ERROR: MethodError: *(::LinearAlgebra.Adjoint{Int64,Array{Int64,2}}, ::TrackedArray{…,Array{Float64,1}}) is ambiguous. Candidates:
  *(x::AbstractArray{T,2} where T, y::TrackedArray{T,1,A} where A where T) in Flux.Tracker at /home/michael/.julia/packages/Flux/8XpDt/src/tracker/lib/array.jl:354
  *(adjA::LinearAlgebra.Adjoint{#s623,#s622} where #s622<:AbstractArray{T,2} where #s623, x::AbstractArray{S,1}) where {T, S} in LinearAlgebra at /buildworker/worker/package_linux64/build/usr/share/julia/stdlib/v1.1/LinearAlgebra/src/matmul.jl:103
Possible fix, define
  *(::LinearAlgebra.Adjoint{#s623,#s622} where #s622<:AbstractArray{T,2} where #s623, ::TrackedArray{S,1,A} where A)
Stacktrace:
 [1] m(::Array{Int64,2}, ::TrackedArray{…,Array{Float64,1}}) at ./REPL[108]:1
 [2] top-level scope at none:0
kmhaeren commented 5 years ago

I'm getting the same error, is there some sort of fix for this issue?

cbeny commented 5 years ago

For now I'm just using collect() when possible, or converting my matrices using TrackedArray() if they are to be passed to a function that will transpose them.
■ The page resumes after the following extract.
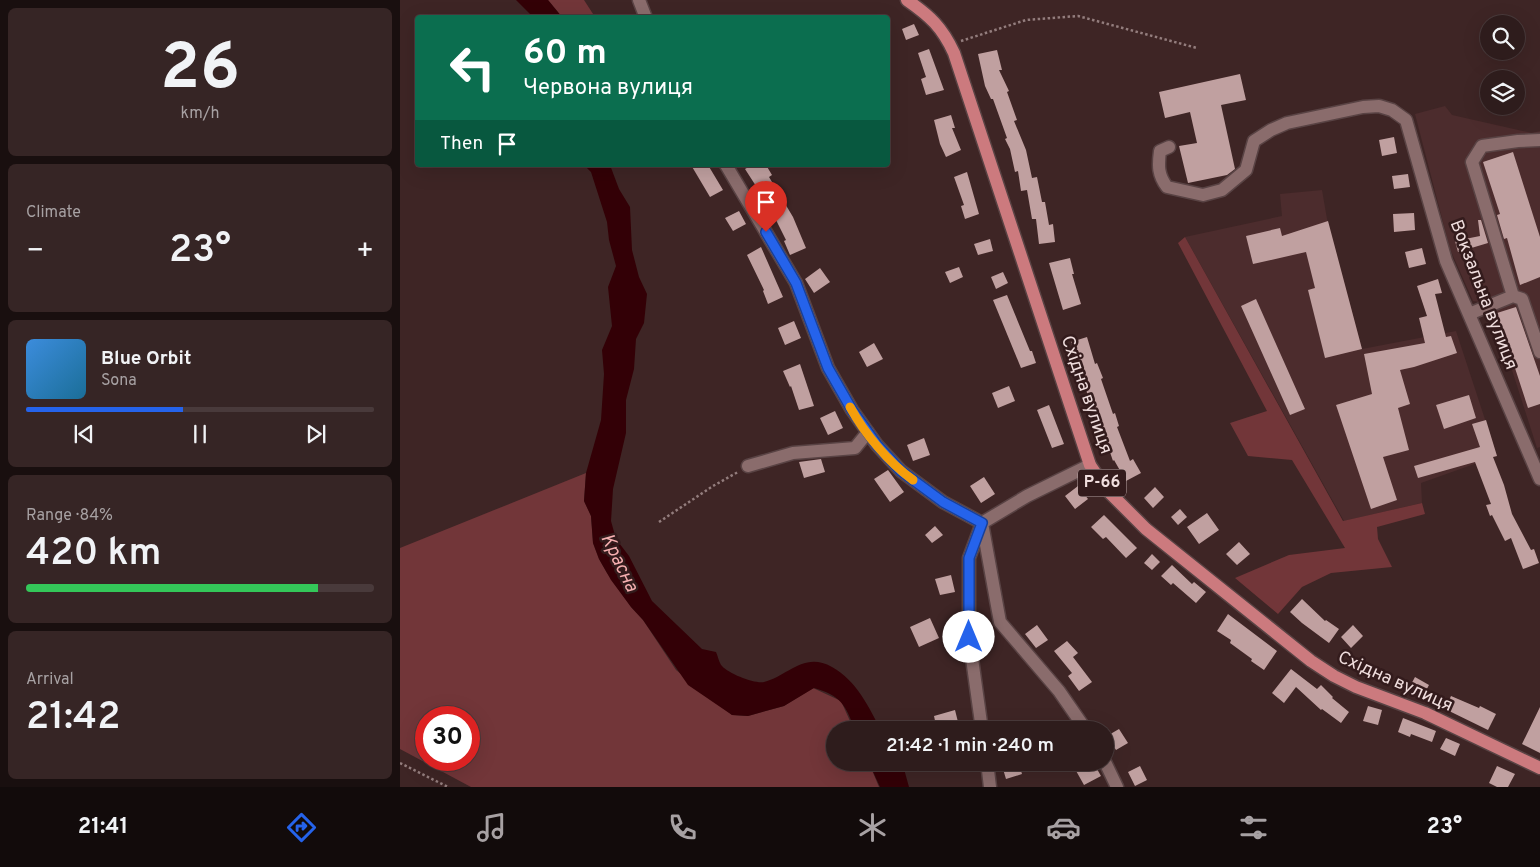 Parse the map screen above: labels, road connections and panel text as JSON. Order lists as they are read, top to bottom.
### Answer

torfjelde commented 5 years ago

EDIT: Seems to be fixed already #37!

Cross-posting from https://github.com/FluxML/Flux.jl/issues/743#issuecomment-527858241 as I didn't realize the issue had been moved over here:

I've attempted a fix, though I'm not too familiar with Tracker yet:

using Tracker, LinearAlgebra

@Tracker.grad function Base.:*(A::Transpose{T, <:AbstractArray{T, 2}}, B::TrackedArray{T, 1}) where {T<:Real}
    return A * Tracker.data(B), Δ -> (nothing, A' * Δ)
end

function Base.:*(A::Transpose{T, <:AbstractArray{T, 2}}, B::TrackedArray{T, 1}) where {T<:Real}
    return Tracker.track(*, A, B)
end

A quick test to ensure I didn't brainfart:

using Random
Random.seed!(1)
A_ = transpose(randn(5, 5))
B_ = randn(5)

A = A_
B = param(B_)
Tracker.back!(sum(A * B), 1.0)
Δ_1 = Tracker.grad(B)

A = param(A_)
B = param(B_)
Tracker.back!(sum(A * B), 1.0)
Δ_2 = Tracker.grad(B)

Δ_1 == Δ_2  # => true

And the example in question:

julia> W = randn(2);

julia> x = randn(2, 7);

julia> transpose(x) * W  # works fine
7-element Array{Float64,1}:
 -0.380285723607731 
  0.6477072367113623
 -0.6557939840691311
  1.2304523024481149
 -0.6836381715827047
 -0.3471918618075099
  0.9095337791636993

julia> W = param(W);

julia> transpose(x) * W  # now also works fine
Tracked 7-element Array{Float64,1}:
 -0.380285723607731 
  0.6477072367113623
 -0.6557939840691311
  1.2304523024481149
 -0.6836381715827047
 -0.3471918618075099
  0.9095337791636993

I can make a PR if this approach seems good. We'll probably have to do the same for re-ordering of the arguments and for Adjoint as I think it faces the same issue.